Assignment: Keep the images out while you retype all of the data exactly.

[Collection entries]
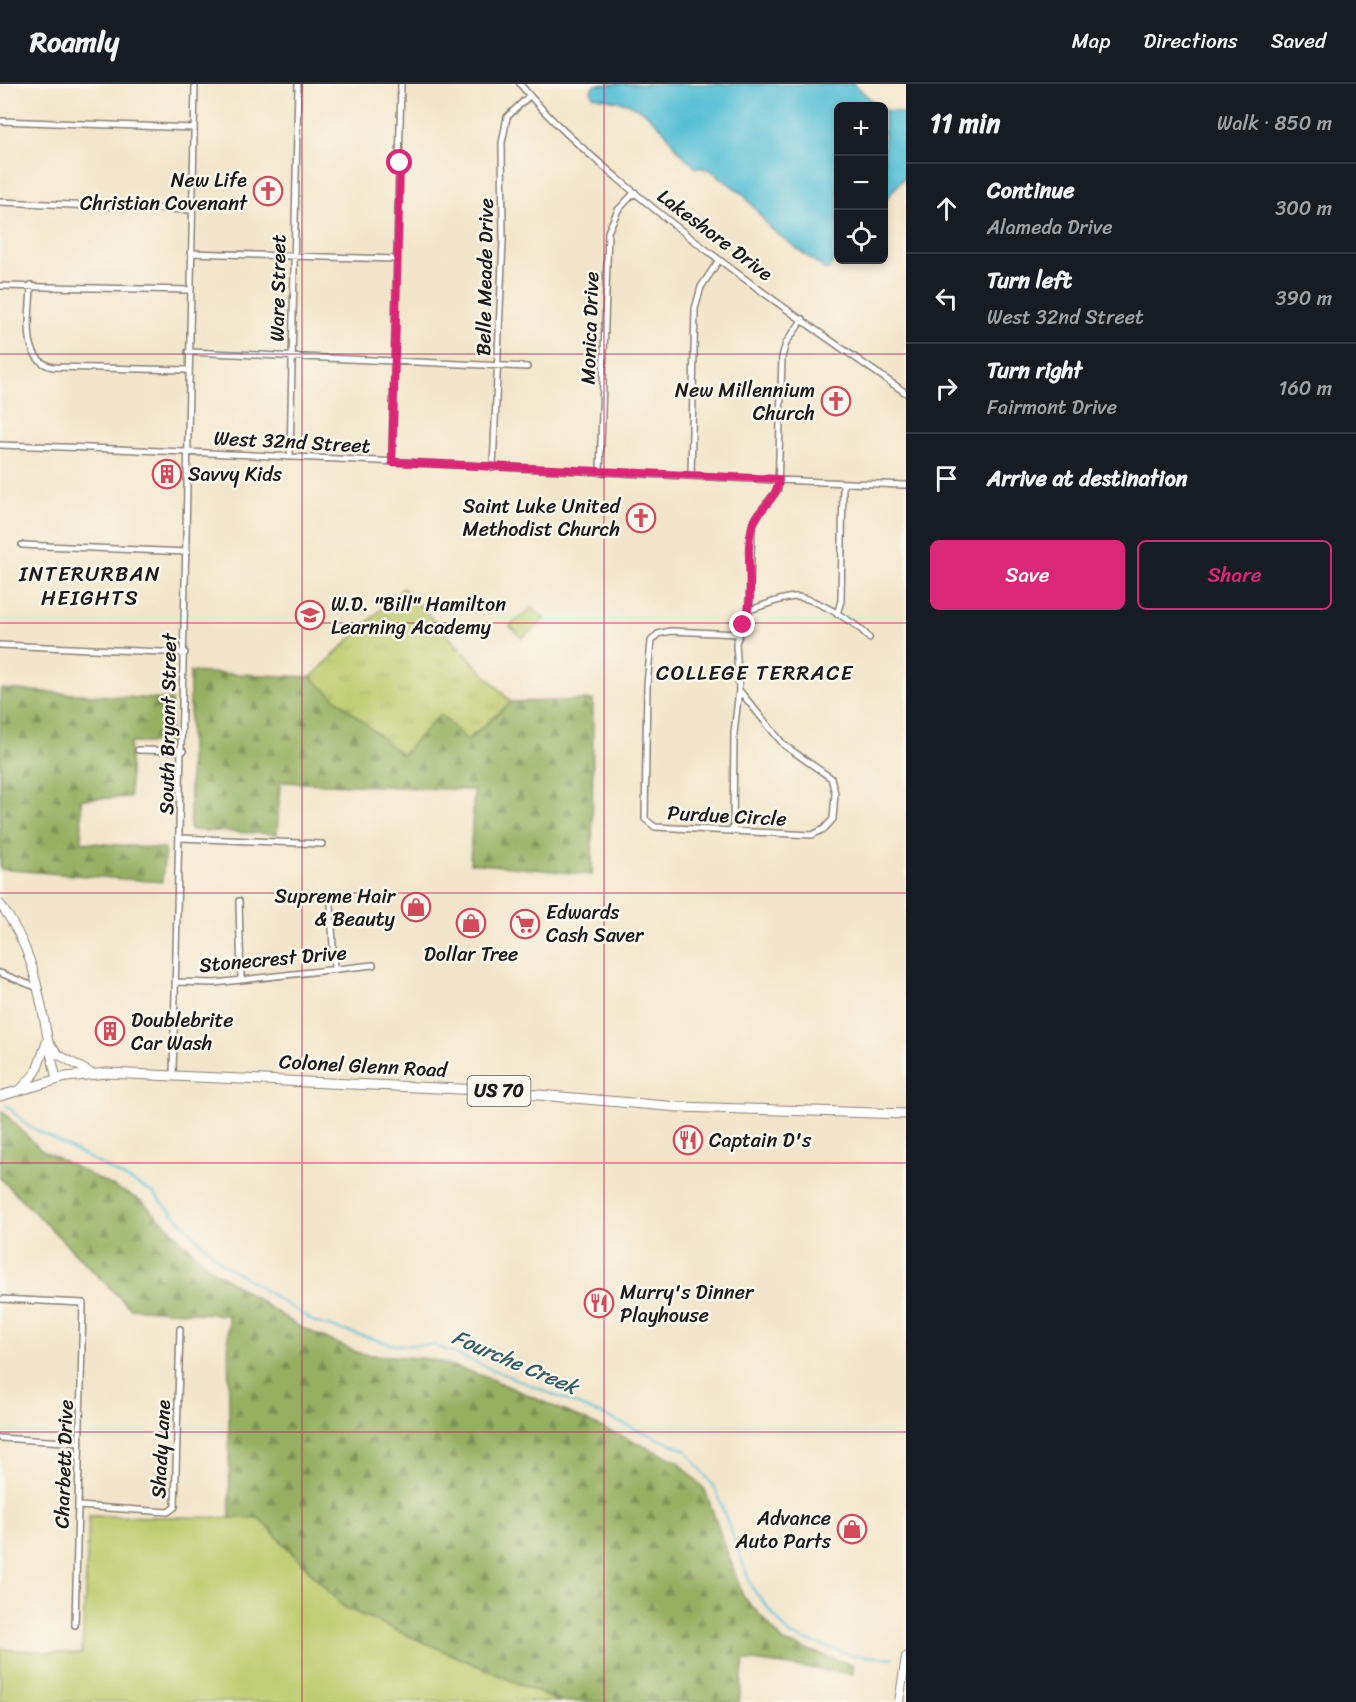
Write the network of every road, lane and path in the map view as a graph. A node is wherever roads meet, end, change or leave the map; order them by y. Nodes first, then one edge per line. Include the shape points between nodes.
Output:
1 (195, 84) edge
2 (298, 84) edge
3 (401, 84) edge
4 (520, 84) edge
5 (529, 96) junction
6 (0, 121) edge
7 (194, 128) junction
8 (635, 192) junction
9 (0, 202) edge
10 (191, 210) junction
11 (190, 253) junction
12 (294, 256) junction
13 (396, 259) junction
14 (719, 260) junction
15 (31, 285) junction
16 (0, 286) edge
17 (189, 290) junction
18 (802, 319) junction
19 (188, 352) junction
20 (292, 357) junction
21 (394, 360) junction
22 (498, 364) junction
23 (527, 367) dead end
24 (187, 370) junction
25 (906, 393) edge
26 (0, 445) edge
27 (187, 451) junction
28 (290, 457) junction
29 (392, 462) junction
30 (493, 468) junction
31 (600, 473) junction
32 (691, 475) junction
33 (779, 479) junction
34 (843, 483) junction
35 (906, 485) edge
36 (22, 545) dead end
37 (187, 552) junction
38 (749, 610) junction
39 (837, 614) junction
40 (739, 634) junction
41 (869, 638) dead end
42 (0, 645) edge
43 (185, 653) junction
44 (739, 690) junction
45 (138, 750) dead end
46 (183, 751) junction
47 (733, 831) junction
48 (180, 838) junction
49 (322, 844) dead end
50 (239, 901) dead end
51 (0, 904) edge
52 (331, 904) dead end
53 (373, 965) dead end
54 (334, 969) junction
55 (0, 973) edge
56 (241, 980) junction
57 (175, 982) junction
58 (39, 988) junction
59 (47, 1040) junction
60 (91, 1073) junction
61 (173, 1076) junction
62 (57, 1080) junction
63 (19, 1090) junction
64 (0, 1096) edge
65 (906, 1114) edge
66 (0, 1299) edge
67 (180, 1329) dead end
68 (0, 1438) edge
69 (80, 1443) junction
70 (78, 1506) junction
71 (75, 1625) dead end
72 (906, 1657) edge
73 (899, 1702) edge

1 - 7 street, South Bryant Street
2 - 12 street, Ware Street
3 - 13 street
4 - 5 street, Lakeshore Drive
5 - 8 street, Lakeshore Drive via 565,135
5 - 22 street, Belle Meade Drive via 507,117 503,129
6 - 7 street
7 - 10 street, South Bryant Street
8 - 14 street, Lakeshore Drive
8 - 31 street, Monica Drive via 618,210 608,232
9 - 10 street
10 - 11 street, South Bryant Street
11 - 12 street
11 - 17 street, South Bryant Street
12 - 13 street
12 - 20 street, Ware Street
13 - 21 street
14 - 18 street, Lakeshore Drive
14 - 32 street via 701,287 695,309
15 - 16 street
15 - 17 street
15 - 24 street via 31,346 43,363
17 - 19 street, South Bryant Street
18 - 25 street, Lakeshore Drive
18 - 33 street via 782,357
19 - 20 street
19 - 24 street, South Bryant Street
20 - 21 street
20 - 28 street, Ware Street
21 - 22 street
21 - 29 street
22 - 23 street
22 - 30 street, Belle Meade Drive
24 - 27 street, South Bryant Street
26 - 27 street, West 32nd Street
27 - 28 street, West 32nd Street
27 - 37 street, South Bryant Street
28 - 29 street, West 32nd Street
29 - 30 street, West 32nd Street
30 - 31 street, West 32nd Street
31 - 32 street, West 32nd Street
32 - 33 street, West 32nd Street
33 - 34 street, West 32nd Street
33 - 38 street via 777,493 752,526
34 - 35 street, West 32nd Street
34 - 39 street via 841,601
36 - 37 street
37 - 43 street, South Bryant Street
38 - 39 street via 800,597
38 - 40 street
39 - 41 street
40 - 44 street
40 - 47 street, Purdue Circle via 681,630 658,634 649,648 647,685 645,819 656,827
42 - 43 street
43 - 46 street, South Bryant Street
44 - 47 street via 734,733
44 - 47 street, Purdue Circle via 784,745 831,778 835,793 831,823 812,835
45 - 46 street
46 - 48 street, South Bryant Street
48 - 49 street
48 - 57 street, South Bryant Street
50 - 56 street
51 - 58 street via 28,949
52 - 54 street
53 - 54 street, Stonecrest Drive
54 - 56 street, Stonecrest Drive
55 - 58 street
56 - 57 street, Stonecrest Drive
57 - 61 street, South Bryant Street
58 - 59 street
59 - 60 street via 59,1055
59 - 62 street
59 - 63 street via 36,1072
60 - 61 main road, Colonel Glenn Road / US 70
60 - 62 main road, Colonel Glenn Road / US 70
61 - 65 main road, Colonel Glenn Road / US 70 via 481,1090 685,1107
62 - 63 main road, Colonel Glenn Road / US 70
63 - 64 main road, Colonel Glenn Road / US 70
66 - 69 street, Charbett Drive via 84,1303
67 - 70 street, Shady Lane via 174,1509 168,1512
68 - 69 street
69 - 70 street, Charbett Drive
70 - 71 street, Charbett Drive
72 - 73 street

Response:
Write the network of every road, lane and path in the map view as a graph. A node is wherever roads meet, end, change or leave the map; order them by y. Nodes first, then one edge per line. Include the shape points between nodes.
Output:
1 (195, 84) edge
2 (298, 84) edge
3 (401, 84) edge
4 (520, 84) edge
5 (529, 96) junction
6 (0, 121) edge
7 (194, 128) junction
8 (635, 192) junction
9 (0, 202) edge
10 (191, 210) junction
11 (190, 253) junction
12 (294, 256) junction
13 (396, 259) junction
14 (719, 260) junction
15 (31, 285) junction
16 (0, 286) edge
17 (189, 290) junction
18 (802, 319) junction
19 (188, 352) junction
20 (292, 357) junction
21 (394, 360) junction
22 (498, 364) junction
23 (527, 367) dead end
24 (187, 370) junction
25 (906, 393) edge
26 (0, 445) edge
27 (187, 451) junction
28 (290, 457) junction
29 (392, 462) junction
30 (493, 468) junction
31 (600, 473) junction
32 (691, 475) junction
33 (779, 479) junction
34 (843, 483) junction
35 (906, 485) edge
36 (22, 545) dead end
37 (187, 552) junction
38 (749, 610) junction
39 (837, 614) junction
40 (739, 634) junction
41 (869, 638) dead end
42 (0, 645) edge
43 (185, 653) junction
44 (739, 690) junction
45 (138, 750) dead end
46 (183, 751) junction
47 (733, 831) junction
48 (180, 838) junction
49 (322, 844) dead end
50 (239, 901) dead end
51 (0, 904) edge
52 (331, 904) dead end
53 (373, 965) dead end
54 (334, 969) junction
55 (0, 973) edge
56 (241, 980) junction
57 (175, 982) junction
58 (39, 988) junction
59 (47, 1040) junction
60 (91, 1073) junction
61 (173, 1076) junction
62 (57, 1080) junction
63 (19, 1090) junction
64 (0, 1096) edge
65 (906, 1114) edge
66 (0, 1299) edge
67 (180, 1329) dead end
68 (0, 1438) edge
69 (80, 1443) junction
70 (78, 1506) junction
71 (75, 1625) dead end
72 (906, 1657) edge
73 (899, 1702) edge

1 - 7 street, South Bryant Street
2 - 12 street, Ware Street
3 - 13 street
4 - 5 street, Lakeshore Drive
5 - 8 street, Lakeshore Drive via 565,135
5 - 22 street, Belle Meade Drive via 507,117 503,129
6 - 7 street
7 - 10 street, South Bryant Street
8 - 14 street, Lakeshore Drive
8 - 31 street, Monica Drive via 618,210 608,232
9 - 10 street
10 - 11 street, South Bryant Street
11 - 12 street
11 - 17 street, South Bryant Street
12 - 13 street
12 - 20 street, Ware Street
13 - 21 street
14 - 18 street, Lakeshore Drive
14 - 32 street via 701,287 695,309
15 - 16 street
15 - 17 street
15 - 24 street via 31,346 43,363
17 - 19 street, South Bryant Street
18 - 25 street, Lakeshore Drive
18 - 33 street via 782,357
19 - 20 street
19 - 24 street, South Bryant Street
20 - 21 street
20 - 28 street, Ware Street
21 - 22 street
21 - 29 street
22 - 23 street
22 - 30 street, Belle Meade Drive
24 - 27 street, South Bryant Street
26 - 27 street, West 32nd Street
27 - 28 street, West 32nd Street
27 - 37 street, South Bryant Street
28 - 29 street, West 32nd Street
29 - 30 street, West 32nd Street
30 - 31 street, West 32nd Street
31 - 32 street, West 32nd Street
32 - 33 street, West 32nd Street
33 - 34 street, West 32nd Street
33 - 38 street via 777,493 752,526
34 - 35 street, West 32nd Street
34 - 39 street via 841,601
36 - 37 street
37 - 43 street, South Bryant Street
38 - 39 street via 800,597
38 - 40 street
39 - 41 street
40 - 44 street
40 - 47 street, Purdue Circle via 681,630 658,634 649,648 647,685 645,819 656,827
42 - 43 street
43 - 46 street, South Bryant Street
44 - 47 street via 734,733
44 - 47 street, Purdue Circle via 784,745 831,778 835,793 831,823 812,835
45 - 46 street
46 - 48 street, South Bryant Street
48 - 49 street
48 - 57 street, South Bryant Street
50 - 56 street
51 - 58 street via 28,949
52 - 54 street
53 - 54 street, Stonecrest Drive
54 - 56 street, Stonecrest Drive
55 - 58 street
56 - 57 street, Stonecrest Drive
57 - 61 street, South Bryant Street
58 - 59 street
59 - 60 street via 59,1055
59 - 62 street
59 - 63 street via 36,1072
60 - 61 main road, Colonel Glenn Road / US 70
60 - 62 main road, Colonel Glenn Road / US 70
61 - 65 main road, Colonel Glenn Road / US 70 via 481,1090 685,1107
62 - 63 main road, Colonel Glenn Road / US 70
63 - 64 main road, Colonel Glenn Road / US 70
66 - 69 street, Charbett Drive via 84,1303
67 - 70 street, Shady Lane via 174,1509 168,1512
68 - 69 street
69 - 70 street, Charbett Drive
70 - 71 street, Charbett Drive
72 - 73 street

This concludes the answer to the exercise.